### The task
Though the entries hold pictures, only their text should be duplicated, exactly and in full.

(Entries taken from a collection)
○ ○ ○ ○

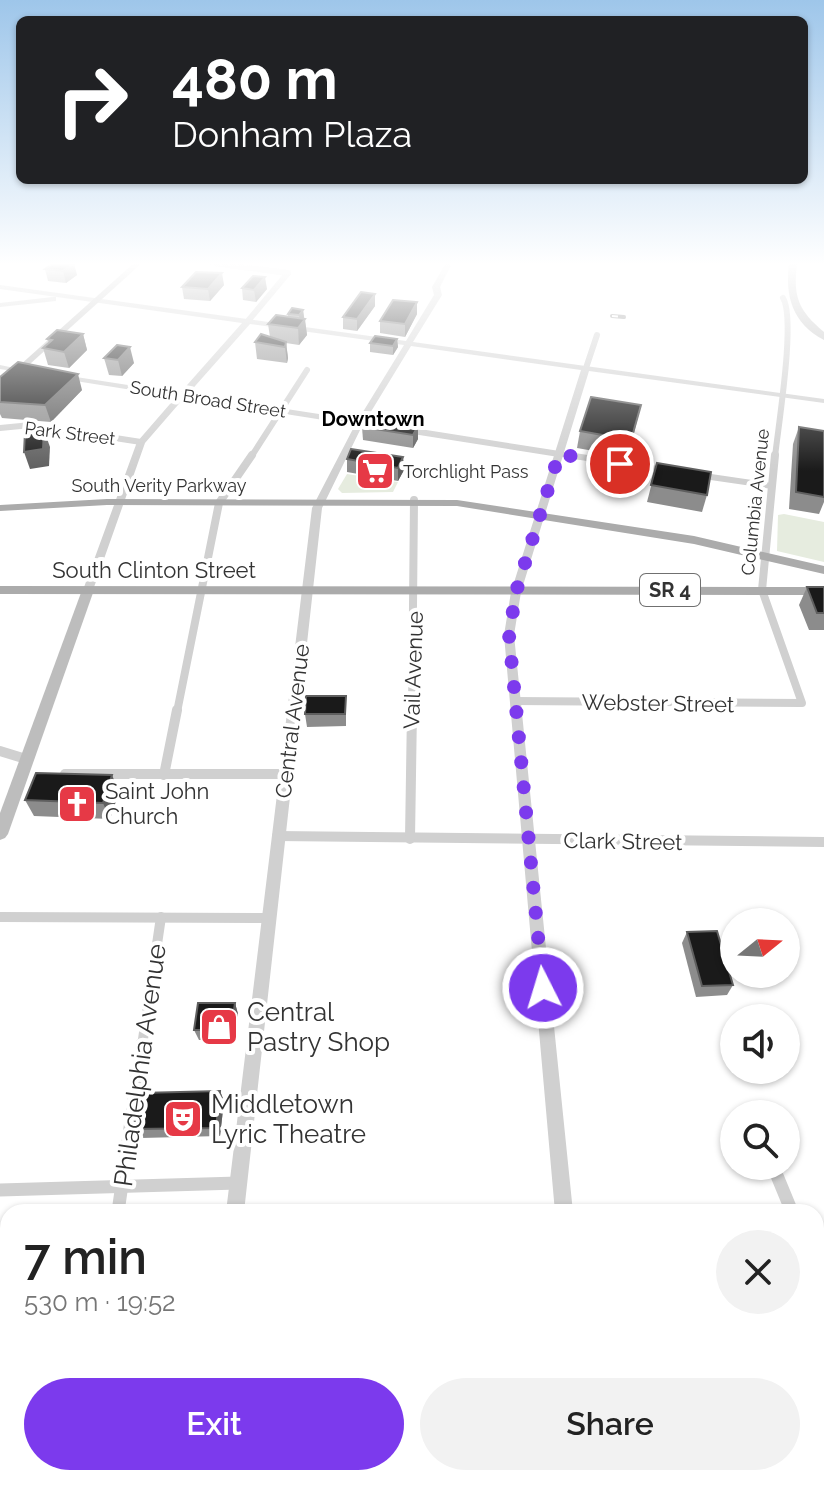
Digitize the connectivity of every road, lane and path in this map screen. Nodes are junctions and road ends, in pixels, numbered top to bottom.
1 (61, 332) edge
2 (238, 332) edge
3 (331, 332) edge
4 (415, 332) edge
5 (788, 332) edge
6 (597, 335) dead end
7 (409, 343) junction
8 (0, 367) edge
9 (586, 368) junction
10 (20, 370) junction
11 (307, 370) dead end
12 (36, 373) edge
13 (52, 375) edge
14 (0, 388) edge
15 (180, 395) junction
16 (781, 396) junction
17 (824, 401) edge
18 (283, 411) junction
19 (364, 423) junction
20 (0, 428) edge
21 (399, 429) edge
22 (141, 442) junction
23 (559, 454) junction
24 (666, 470) edge
25 (696, 475) edge
26 (772, 486) junction
27 (414, 500) junction
28 (118, 502) junction
29 (319, 502) junction
30 (219, 503) junction
31 (0, 508) edge
32 (540, 516) junction
33 (766, 558) junction
34 (824, 570) edge
35 (0, 590) edge
36 (88, 590) junction
37 (308, 590) junction
38 (415, 590) junction
39 (762, 590) junction
40 (199, 591) junction
41 (824, 591) edge
42 (516, 592) junction
43 (514, 701) junction
44 (802, 703) joint
45 (0, 751) edge
46 (26, 759) junction
47 (21, 774) junction
48 (37, 774) edge
49 (51, 774) edge
50 (286, 774) junction
51 (164, 775) junction
52 (0, 834) edge
53 (277, 836) junction
54 (410, 839) junction
55 (529, 839) junction
56 (824, 842) edge
57 (0, 917) edge
58 (161, 917) junction
59 (269, 918) junction
60 (779, 1180) edge
61 (238, 1183) junction
62 (122, 1187) junction
63 (0, 1190) edge
64 (119, 1204) edge
65 (236, 1204) edge
66 (563, 1204) edge
67 (789, 1204) edge

1 - 10 main road
2 - 15 street
3 - 7 street
4 - 7 street, Central Avenue
5 - 16 street, Columbia Avenue
6 - 9 street
7 - 9 street
7 - 19 street, Central Avenue
8 - 10 street
9 - 16 street
9 - 23 street
10 - 12 street
10 - 14 main road
11 - 18 street
13 - 15 street, South Broad Street
15 - 18 street, South Broad Street
15 - 22 street
16 - 17 street
16 - 26 street, Columbia Avenue
18 - 19 street, South Broad Street
18 - 30 street
19 - 29 street, Central Avenue
20 - 22 street, Park Street
21 - 23 street
22 - 28 street
23 - 24 street
23 - 32 street
25 - 26 street
26 - 33 street, Columbia Avenue
27 - 29 main road, SR 4
27 - 32 main road, SR 4
27 - 38 street, Vail Avenue
28 - 30 main road, South Verity Parkway / SR 4
28 - 31 main road, South Verity Parkway / SR 4
28 - 36 street
29 - 30 main road, South Verity Parkway / SR 4
29 - 37 street, Central Avenue
30 - 40 street
32 - 33 main road, SR 4
32 - 42 street
33 - 34 main road, SR 4
33 - 39 street, Columbia Avenue
35 - 36 main road, South Clinton Street / SR 4
36 - 40 main road, South Clinton Street / SR 4
36 - 46 main road
37 - 38 main road, SR 4
37 - 40 main road, South Clinton Street / SR 4
37 - 50 street, Central Avenue
38 - 42 main road, SR 4
38 - 54 street, Vail Avenue
39 - 41 main road, SR 4
39 - 42 main road, SR 4
39 - 44 street, Columbia Avenue
40 - 51 street
42 - 43 street
43 - 44 street, Webster Street
43 - 55 street
45 - 46 street
46 - 47 main road
47 - 48 street
47 - 52 main road
49 - 51 street
50 - 51 street
50 - 53 street, Central Avenue
53 - 54 street, Clark Street
53 - 59 street, Central Avenue
54 - 55 street, Clark Street
55 - 56 street, Clark Street
55 - 66 street
57 - 58 street
58 - 59 street
58 - 62 street, Philadelphia Avenue
59 - 61 street, Central Avenue
60 - 67 street
61 - 62 street
61 - 65 street, Central Avenue
62 - 63 street
62 - 64 street, Philadelphia Avenue

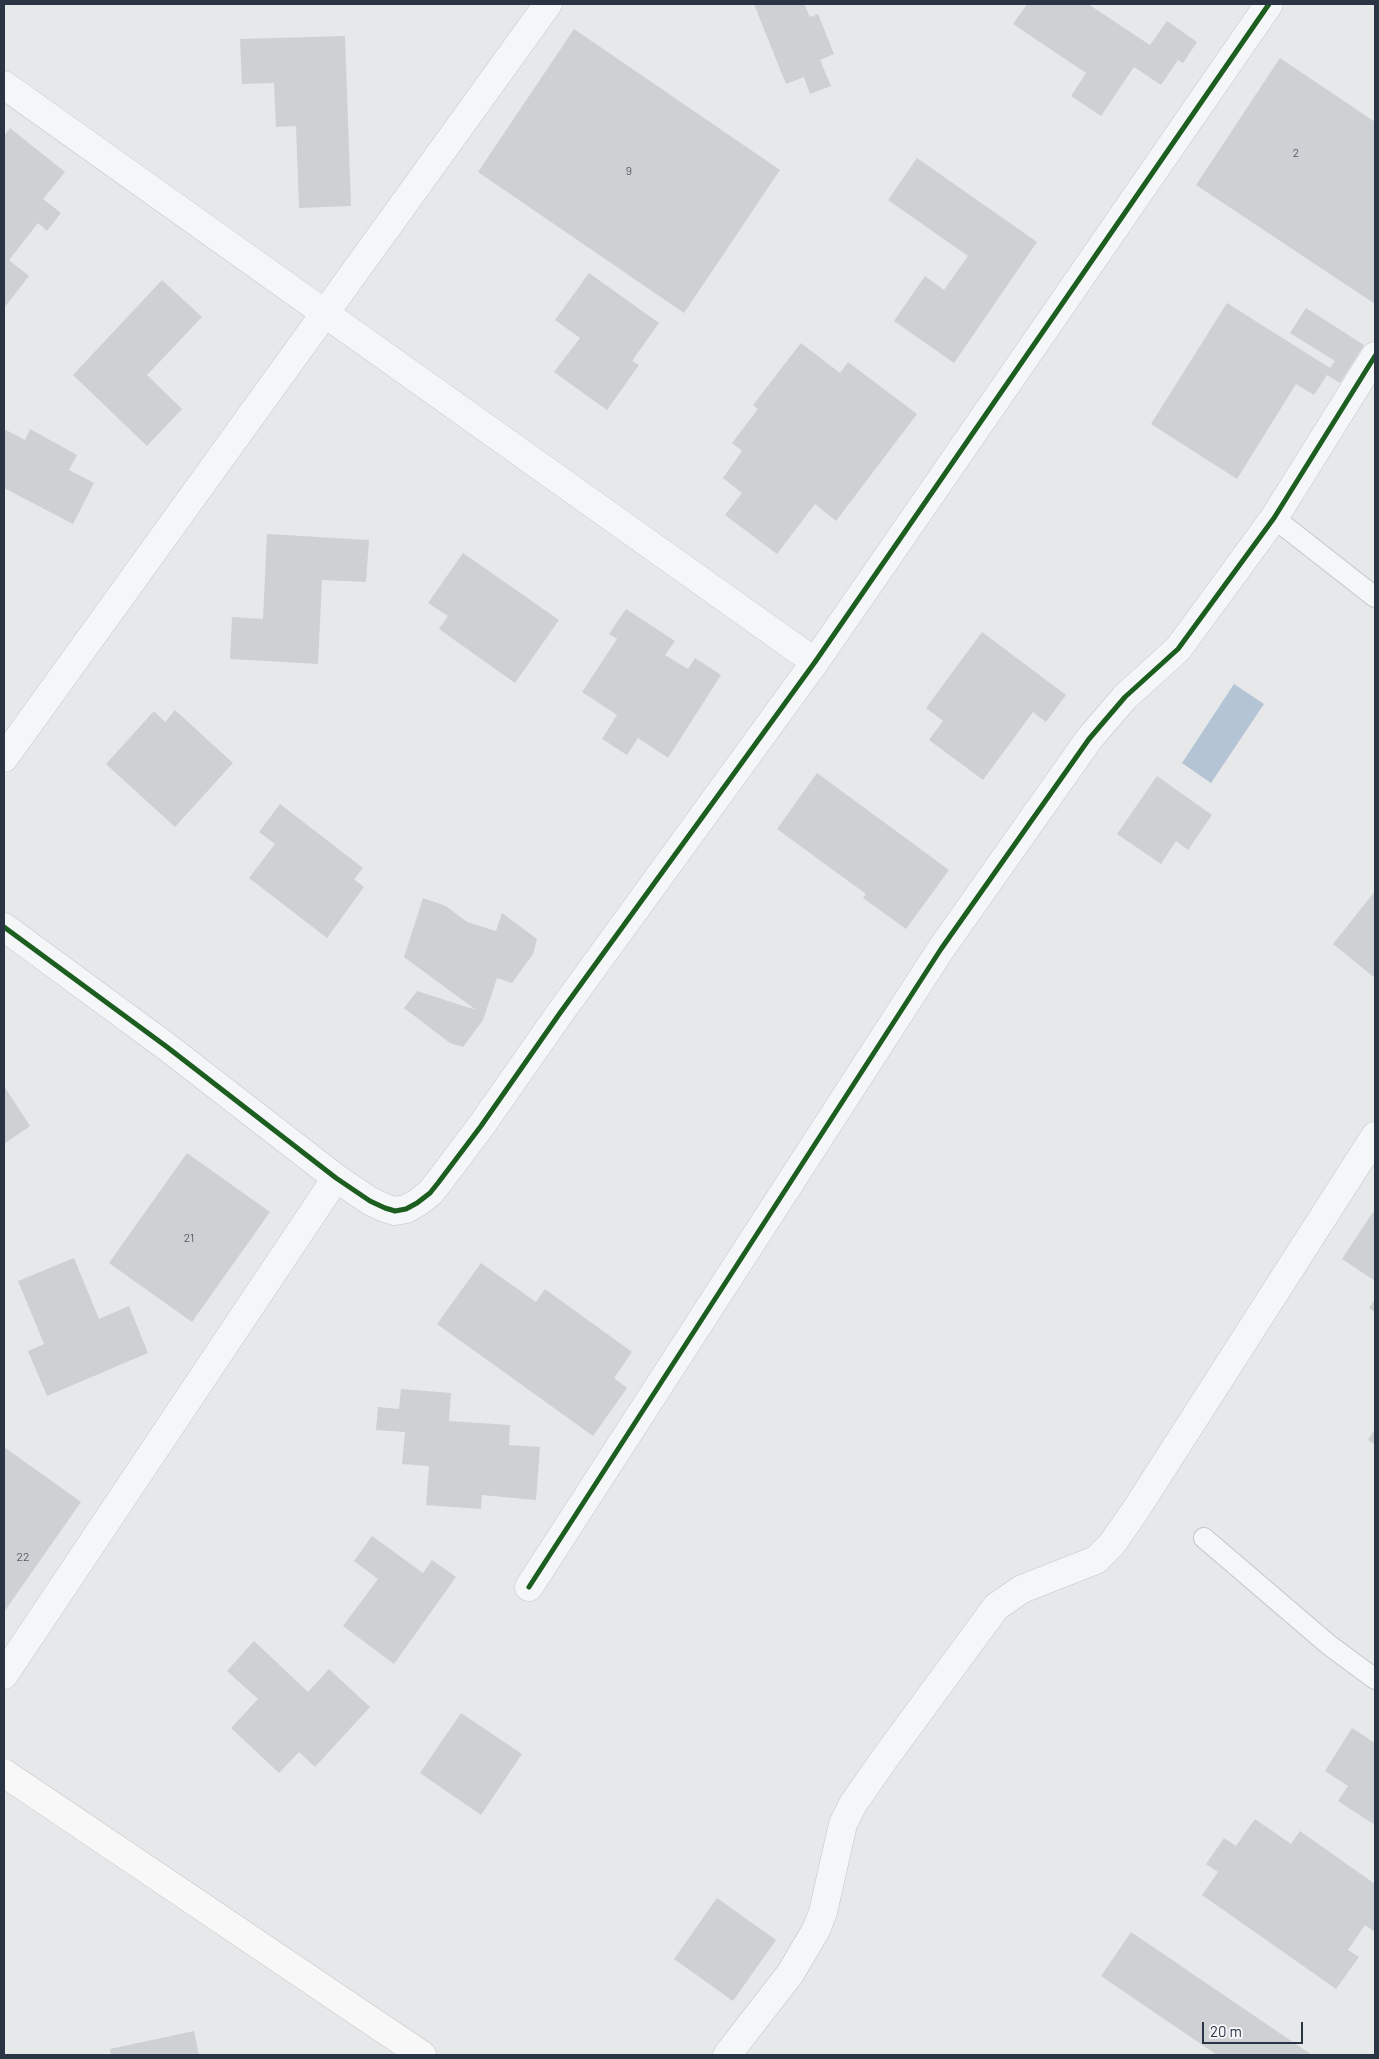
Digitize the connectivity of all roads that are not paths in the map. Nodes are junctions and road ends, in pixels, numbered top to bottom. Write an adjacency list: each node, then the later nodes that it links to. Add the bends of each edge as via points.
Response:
1 (548, 4): 4 (street)
2 (1268, 4): 8 (street)
3 (4, 85): 4 (street)
4 (325, 313): 8 (street); 9 (street)
5 (1375, 356): 6 (street)
6 (1274, 518): 7 (lane); 14 (street, via 1178,649 1125,697 1089,738 1025,827 941,948)
7 (1375, 597)
8 (816, 662): 12 (street, via 430,1193 406,1209 395,1211 370,1201)
9 (4, 758)
10 (4, 927): 12 (street)
11 (1375, 1136): 19 (street, via 1112,1544 1096,1560 1022,1588 996,1607 885,1758 843,1824 824,1912 816,1930 790,1974)
12 (336, 1178): 15 (street)
13 (1204, 1538): 16 (lane, via 1329,1646)
14 (529, 1587)
15 (4, 1675)
16 (1375, 1679)
17 (4, 1775): 18 (main road)
18 (422, 2055)
19 (726, 2055)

○ ○ ○ ○

### Expected output
Digitize the connectivity of every road, lane and path in this map screen. Nodes are junctions and road ends, in pixels, numbered top to bottom.
1 (61, 332) edge
2 (238, 332) edge
3 (331, 332) edge
4 (415, 332) edge
5 (788, 332) edge
6 (597, 335) dead end
7 (409, 343) junction
8 (0, 367) edge
9 (586, 368) junction
10 (20, 370) junction
11 (307, 370) dead end
12 (36, 373) edge
13 (52, 375) edge
14 (0, 388) edge
15 (180, 395) junction
16 (781, 396) junction
17 (824, 401) edge
18 (283, 411) junction
19 (364, 423) junction
20 (0, 428) edge
21 (399, 429) edge
22 (141, 442) junction
23 (559, 454) junction
24 (666, 470) edge
25 (696, 475) edge
26 (772, 486) junction
27 (414, 500) junction
28 (118, 502) junction
29 (319, 502) junction
30 (219, 503) junction
31 (0, 508) edge
32 (540, 516) junction
33 (766, 558) junction
34 (824, 570) edge
35 (0, 590) edge
36 (88, 590) junction
37 (308, 590) junction
38 (415, 590) junction
39 (762, 590) junction
40 (199, 591) junction
41 (824, 591) edge
42 (516, 592) junction
43 (514, 701) junction
44 (802, 703) joint
45 (0, 751) edge
46 (26, 759) junction
47 (21, 774) junction
48 (37, 774) edge
49 (51, 774) edge
50 (286, 774) junction
51 (164, 775) junction
52 (0, 834) edge
53 (277, 836) junction
54 (410, 839) junction
55 (529, 839) junction
56 (824, 842) edge
57 (0, 917) edge
58 (161, 917) junction
59 (269, 918) junction
60 (779, 1180) edge
61 (238, 1183) junction
62 (122, 1187) junction
63 (0, 1190) edge
64 (119, 1204) edge
65 (236, 1204) edge
66 (563, 1204) edge
67 (789, 1204) edge

1 - 10 main road
2 - 15 street
3 - 7 street
4 - 7 street, Central Avenue
5 - 16 street, Columbia Avenue
6 - 9 street
7 - 9 street
7 - 19 street, Central Avenue
8 - 10 street
9 - 16 street
9 - 23 street
10 - 12 street
10 - 14 main road
11 - 18 street
13 - 15 street, South Broad Street
15 - 18 street, South Broad Street
15 - 22 street
16 - 17 street
16 - 26 street, Columbia Avenue
18 - 19 street, South Broad Street
18 - 30 street
19 - 29 street, Central Avenue
20 - 22 street, Park Street
21 - 23 street
22 - 28 street
23 - 24 street
23 - 32 street
25 - 26 street
26 - 33 street, Columbia Avenue
27 - 29 main road, SR 4
27 - 32 main road, SR 4
27 - 38 street, Vail Avenue
28 - 30 main road, South Verity Parkway / SR 4
28 - 31 main road, South Verity Parkway / SR 4
28 - 36 street
29 - 30 main road, South Verity Parkway / SR 4
29 - 37 street, Central Avenue
30 - 40 street
32 - 33 main road, SR 4
32 - 42 street
33 - 34 main road, SR 4
33 - 39 street, Columbia Avenue
35 - 36 main road, South Clinton Street / SR 4
36 - 40 main road, South Clinton Street / SR 4
36 - 46 main road
37 - 38 main road, SR 4
37 - 40 main road, South Clinton Street / SR 4
37 - 50 street, Central Avenue
38 - 42 main road, SR 4
38 - 54 street, Vail Avenue
39 - 41 main road, SR 4
39 - 42 main road, SR 4
39 - 44 street, Columbia Avenue
40 - 51 street
42 - 43 street
43 - 44 street, Webster Street
43 - 55 street
45 - 46 street
46 - 47 main road
47 - 48 street
47 - 52 main road
49 - 51 street
50 - 51 street
50 - 53 street, Central Avenue
53 - 54 street, Clark Street
53 - 59 street, Central Avenue
54 - 55 street, Clark Street
55 - 56 street, Clark Street
55 - 66 street
57 - 58 street
58 - 59 street
58 - 62 street, Philadelphia Avenue
59 - 61 street, Central Avenue
60 - 67 street
61 - 62 street
61 - 65 street, Central Avenue
62 - 63 street
62 - 64 street, Philadelphia Avenue

Digitize the connectivity of all roads that are not paths in the map. Nodes are junctions and road ends, in pixels, numbered top to bottom. Write an adjacency list: each node, then the later nodes that it links to. Add the bends of each edge as via points.
Response:
1 (548, 4): 4 (street)
2 (1268, 4): 8 (street)
3 (4, 85): 4 (street)
4 (325, 313): 8 (street); 9 (street)
5 (1375, 356): 6 (street)
6 (1274, 518): 7 (lane); 14 (street, via 1178,649 1125,697 1089,738 1025,827 941,948)
7 (1375, 597)
8 (816, 662): 12 (street, via 430,1193 406,1209 395,1211 370,1201)
9 (4, 758)
10 (4, 927): 12 (street)
11 (1375, 1136): 19 (street, via 1112,1544 1096,1560 1022,1588 996,1607 885,1758 843,1824 824,1912 816,1930 790,1974)
12 (336, 1178): 15 (street)
13 (1204, 1538): 16 (lane, via 1329,1646)
14 (529, 1587)
15 (4, 1675)
16 (1375, 1679)
17 (4, 1775): 18 (main road)
18 (422, 2055)
19 (726, 2055)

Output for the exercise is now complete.